Keeping your Infant/Toddler Warm at Night

Recently, I was asked by a few friends for any tips on keeping their babies warm at night while camping. So hear are my thoughts:

1. If they are under 1 year old, sleep them in their infant car seat. They usually love them anyways, it is only for a night or two and they are really warm. Especially if you have a Bundle Me (http://jjcolecollections.com/original-bundleme) in there with them. And then you don’t have to pack a pac-n-play.

2. Depending on how cold it is at night I usually layer as follows – onesie, light weight long johns (we have REI brand), fleece pants and top, long sleeve sleep sac, sleeveless sleep sac, down coat/vest, hat… and yes, then they cannot really move. And this is the most layering we have done – probably 40 degrees at night. I would probably just use sleep sacs and a hat- with a tighter fitting long john or sleep n’ play underneath if it was 60ishdegrees. We have a lightweight Patagonia hooded long john top (pictured) that I LOVE because I can pull the hood up to keep Esme’s head warm at nights, yet it isn’t so bulky that she fights it or has it pull down over her face while she sleeps.

3. We’ve found the biggest factor in keeping them warm is what is beneath – when they are older, a good camping pad rather than just on the ground does wonders. Pac-n-plays (awesome for containment at night) are off the ground – making then much cooler because of the air flow underneath- good in warm weather but if you are worried about them being cold I would maybe layer a thick blanket on top of the pack-n-play pad but under them.

4. You can test how cold/hot they are by feeling the back of her neck, that is how I usually check throughout the night, cause it will be coldest 3-5am.

5. Don’t layer them up too early, they’ll sweat, then get really cold. We’ve made that mistake. Often, when I wake up to pee at 2am, I add a sleep sac or hat before I go back to bed.

6. We recently purchased a tent heater. I cannot comment yet on how successful it is, but will after a few more trips with it!
7. When in doubt, scratch all this and let them climb in the sleeping bag with you. My kids just don’t do well sleeping with mom and dad.
6 comments on “Keeping your Infant/Toddler Warm at Night
  1. Alyssa, you were very helpful to me when deciding what to bring for Ella's first camping trip! I am happy to say that she slept through the night!! It was around 60 degrees at the coldest and I had her in a onesie, long sleeve fleece sleep and play, and 2 sleep sacks. I took your advice and started her off in the onesie, as it was pretty hot still, and then layered throughout the night. I also put the blanket in the pack and play. Thank you for sharing your advice and thoughts. I will definitely go camping with her again!

  2. As an addition, this weekend I am bringing a down throw blanket to try with Ezzie. I have no hope that she'll stay under it but now that she is 16 months, I figure it is worth a try.
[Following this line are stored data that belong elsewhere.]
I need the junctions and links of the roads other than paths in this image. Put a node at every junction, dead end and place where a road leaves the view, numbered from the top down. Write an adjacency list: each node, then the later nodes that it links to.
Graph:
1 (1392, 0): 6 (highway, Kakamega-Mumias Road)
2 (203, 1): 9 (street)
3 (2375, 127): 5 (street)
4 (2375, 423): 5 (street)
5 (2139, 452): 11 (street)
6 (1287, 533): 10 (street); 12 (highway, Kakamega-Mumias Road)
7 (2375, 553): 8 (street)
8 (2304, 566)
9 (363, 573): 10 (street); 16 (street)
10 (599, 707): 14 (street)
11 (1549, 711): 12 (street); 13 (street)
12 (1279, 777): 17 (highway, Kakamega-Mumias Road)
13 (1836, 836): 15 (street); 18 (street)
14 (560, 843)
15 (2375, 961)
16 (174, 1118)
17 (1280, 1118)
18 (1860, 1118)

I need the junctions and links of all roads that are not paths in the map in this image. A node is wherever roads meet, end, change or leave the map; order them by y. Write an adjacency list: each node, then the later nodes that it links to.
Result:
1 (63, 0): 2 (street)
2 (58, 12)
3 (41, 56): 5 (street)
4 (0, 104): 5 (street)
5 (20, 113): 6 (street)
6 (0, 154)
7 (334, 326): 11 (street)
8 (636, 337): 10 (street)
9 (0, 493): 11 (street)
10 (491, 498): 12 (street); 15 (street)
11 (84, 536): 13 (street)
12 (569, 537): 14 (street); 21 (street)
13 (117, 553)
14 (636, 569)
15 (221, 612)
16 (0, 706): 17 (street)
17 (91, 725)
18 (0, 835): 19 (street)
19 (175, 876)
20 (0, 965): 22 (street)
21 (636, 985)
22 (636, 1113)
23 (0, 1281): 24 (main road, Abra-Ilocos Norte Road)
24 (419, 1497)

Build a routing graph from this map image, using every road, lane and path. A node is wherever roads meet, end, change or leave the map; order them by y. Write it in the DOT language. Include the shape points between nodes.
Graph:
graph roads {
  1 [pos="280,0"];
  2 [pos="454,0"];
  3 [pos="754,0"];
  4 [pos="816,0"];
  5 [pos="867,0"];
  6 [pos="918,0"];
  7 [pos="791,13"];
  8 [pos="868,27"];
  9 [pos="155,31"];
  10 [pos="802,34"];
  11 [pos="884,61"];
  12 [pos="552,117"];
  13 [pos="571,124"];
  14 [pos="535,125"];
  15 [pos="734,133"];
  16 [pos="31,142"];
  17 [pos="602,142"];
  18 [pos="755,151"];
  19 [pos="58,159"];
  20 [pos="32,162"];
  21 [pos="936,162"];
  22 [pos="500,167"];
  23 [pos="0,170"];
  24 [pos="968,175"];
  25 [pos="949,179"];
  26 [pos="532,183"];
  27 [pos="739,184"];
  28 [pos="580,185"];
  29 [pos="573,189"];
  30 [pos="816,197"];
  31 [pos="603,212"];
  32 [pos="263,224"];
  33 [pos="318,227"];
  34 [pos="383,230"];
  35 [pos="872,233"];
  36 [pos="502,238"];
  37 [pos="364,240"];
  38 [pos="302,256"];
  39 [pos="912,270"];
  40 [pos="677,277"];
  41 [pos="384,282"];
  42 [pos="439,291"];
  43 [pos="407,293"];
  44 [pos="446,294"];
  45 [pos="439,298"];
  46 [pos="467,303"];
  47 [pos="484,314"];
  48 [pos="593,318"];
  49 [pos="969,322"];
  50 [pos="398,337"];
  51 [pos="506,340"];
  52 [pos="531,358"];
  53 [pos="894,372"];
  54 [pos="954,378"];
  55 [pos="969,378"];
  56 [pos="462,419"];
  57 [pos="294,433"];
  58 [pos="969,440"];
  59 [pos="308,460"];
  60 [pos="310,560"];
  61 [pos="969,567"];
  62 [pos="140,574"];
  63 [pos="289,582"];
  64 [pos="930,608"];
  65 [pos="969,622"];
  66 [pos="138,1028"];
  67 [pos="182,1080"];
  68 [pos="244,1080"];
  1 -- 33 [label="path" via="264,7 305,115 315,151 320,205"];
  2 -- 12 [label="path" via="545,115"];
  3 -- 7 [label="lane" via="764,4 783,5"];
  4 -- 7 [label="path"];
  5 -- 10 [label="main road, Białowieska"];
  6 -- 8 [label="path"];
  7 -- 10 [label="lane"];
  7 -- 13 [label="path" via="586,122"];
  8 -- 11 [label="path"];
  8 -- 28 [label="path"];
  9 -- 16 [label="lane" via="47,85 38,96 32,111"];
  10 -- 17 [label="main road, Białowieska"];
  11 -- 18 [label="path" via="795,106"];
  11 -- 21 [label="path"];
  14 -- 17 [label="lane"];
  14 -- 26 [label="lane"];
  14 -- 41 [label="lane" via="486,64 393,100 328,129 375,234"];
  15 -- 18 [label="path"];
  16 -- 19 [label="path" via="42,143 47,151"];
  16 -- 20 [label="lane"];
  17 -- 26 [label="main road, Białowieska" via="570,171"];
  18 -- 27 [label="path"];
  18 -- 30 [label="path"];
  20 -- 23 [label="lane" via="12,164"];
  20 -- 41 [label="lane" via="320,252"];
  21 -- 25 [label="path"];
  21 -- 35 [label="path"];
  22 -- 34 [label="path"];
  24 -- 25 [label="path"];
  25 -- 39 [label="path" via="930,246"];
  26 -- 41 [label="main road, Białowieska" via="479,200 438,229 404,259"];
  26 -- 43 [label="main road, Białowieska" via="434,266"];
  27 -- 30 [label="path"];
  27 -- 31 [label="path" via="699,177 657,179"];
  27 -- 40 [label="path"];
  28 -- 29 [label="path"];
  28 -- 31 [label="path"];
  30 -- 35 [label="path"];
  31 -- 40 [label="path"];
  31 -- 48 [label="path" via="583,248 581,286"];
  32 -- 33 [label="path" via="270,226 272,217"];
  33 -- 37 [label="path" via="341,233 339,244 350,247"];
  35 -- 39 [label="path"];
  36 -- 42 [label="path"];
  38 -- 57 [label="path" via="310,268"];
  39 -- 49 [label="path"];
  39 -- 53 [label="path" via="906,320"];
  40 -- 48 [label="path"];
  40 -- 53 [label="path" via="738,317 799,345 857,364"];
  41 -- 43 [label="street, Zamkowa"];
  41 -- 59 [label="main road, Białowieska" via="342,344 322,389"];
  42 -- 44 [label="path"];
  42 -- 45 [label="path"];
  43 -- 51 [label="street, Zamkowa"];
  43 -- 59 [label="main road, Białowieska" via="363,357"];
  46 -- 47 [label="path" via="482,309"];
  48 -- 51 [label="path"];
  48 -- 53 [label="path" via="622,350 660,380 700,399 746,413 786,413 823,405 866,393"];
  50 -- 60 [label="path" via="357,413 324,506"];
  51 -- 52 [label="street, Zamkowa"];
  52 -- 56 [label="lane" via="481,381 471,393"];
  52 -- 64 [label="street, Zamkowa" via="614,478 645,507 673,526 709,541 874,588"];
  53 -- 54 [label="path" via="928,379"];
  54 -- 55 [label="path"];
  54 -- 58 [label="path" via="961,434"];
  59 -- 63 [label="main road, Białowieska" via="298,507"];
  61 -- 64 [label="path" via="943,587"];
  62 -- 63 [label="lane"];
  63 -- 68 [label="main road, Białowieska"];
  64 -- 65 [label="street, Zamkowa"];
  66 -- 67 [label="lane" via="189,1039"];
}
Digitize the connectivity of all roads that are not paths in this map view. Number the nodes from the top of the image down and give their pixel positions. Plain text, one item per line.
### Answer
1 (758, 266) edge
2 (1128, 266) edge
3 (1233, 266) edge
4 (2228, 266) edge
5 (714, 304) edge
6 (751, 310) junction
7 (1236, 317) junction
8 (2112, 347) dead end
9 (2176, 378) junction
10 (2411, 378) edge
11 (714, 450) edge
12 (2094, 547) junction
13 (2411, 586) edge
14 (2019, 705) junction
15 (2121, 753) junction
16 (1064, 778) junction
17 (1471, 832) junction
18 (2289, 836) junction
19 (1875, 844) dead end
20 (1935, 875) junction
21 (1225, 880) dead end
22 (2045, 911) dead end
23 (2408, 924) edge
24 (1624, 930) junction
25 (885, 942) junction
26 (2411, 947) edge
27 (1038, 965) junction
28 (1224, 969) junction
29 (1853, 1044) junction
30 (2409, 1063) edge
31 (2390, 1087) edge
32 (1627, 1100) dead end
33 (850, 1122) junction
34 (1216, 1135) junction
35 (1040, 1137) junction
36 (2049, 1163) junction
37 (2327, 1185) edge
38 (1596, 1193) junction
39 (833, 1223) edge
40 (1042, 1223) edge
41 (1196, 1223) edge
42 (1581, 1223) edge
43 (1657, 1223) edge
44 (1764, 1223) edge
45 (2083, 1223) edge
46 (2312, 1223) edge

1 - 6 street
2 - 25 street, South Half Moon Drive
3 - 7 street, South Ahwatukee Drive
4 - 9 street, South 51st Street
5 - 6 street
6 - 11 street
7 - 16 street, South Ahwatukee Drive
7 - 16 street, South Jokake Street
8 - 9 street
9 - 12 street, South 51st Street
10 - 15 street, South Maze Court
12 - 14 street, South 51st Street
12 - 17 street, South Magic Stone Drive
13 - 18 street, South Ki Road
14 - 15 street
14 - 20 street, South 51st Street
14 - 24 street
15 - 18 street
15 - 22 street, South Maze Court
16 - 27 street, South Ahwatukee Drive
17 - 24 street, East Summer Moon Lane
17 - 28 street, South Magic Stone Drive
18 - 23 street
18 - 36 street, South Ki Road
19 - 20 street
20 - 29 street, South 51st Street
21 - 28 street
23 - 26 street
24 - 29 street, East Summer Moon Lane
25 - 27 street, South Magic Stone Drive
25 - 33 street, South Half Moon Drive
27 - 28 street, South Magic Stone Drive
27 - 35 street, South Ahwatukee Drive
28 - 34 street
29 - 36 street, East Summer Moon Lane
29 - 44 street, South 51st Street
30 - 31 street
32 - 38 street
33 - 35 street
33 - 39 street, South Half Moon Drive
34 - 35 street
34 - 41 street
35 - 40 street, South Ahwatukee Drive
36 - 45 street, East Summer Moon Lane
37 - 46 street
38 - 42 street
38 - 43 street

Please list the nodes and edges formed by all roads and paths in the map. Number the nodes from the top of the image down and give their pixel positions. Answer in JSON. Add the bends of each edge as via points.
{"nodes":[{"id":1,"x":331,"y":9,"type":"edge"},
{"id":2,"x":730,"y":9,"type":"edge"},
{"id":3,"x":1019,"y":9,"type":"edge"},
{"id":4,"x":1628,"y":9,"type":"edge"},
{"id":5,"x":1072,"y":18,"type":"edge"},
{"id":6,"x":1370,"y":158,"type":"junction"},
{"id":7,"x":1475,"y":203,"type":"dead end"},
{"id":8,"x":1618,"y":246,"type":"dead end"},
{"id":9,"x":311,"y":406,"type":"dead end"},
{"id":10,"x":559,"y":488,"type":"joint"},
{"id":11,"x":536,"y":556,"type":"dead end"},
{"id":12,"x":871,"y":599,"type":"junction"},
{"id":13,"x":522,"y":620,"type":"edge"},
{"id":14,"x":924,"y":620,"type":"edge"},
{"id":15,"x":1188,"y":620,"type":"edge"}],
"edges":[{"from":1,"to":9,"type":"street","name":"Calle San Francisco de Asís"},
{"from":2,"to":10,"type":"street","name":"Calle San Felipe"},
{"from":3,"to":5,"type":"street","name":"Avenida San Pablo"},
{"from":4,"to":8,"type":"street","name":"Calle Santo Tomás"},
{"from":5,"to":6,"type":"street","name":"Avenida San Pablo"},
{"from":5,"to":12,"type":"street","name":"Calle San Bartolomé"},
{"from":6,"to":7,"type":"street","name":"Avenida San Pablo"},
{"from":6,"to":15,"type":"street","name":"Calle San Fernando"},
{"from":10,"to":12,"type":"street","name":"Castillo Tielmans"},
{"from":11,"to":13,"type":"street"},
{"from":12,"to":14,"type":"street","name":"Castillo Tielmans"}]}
    • Well, Honestly I don’t. Sometimes they did get woken up. We were also blessed with good sleepers who didn’t wake up or fell right back asleep. One possibility would be to layer the clothing on them and hold the down quilts/sleeping bags until temperatures dip, then you can just toss it on top of them without waking them.

  3. We are about to venture out with our young toddler and I really appreciate the detailed advice – thank you for posting!

    One item caught my attention though – carseats are not safe sleep surfaces, especially for infants, and I was surprised to see this here as a recommendation. They are meant for transportation, not sleeping. Children left to sleep in carseats can asphyxiate because of partially fastened straps or positioning.
    http://www.foxnews.com/health/2015/04/30/car-seats-are-for-traveling-not-sleeping.html

    Adding a blanket on top of the pack and play mattress also creates risk, especially for very young babies. If at all possible, babies should sleep on a flat surface without bedding or bumpers.

    It is entirely possible that these guidelines weren’t set when this post was written, but at the same time, I thought it was worth mentioning.

    All of that said – the way that you laid out ideas about monitoring temperature and layering were really useful. Thank you so much for sharing them!

    • Thank you Erin for adding these concerns! I was also surprised to see them here and would recommend the article be updated to exclude them.

      Thanks for all the other great advice though!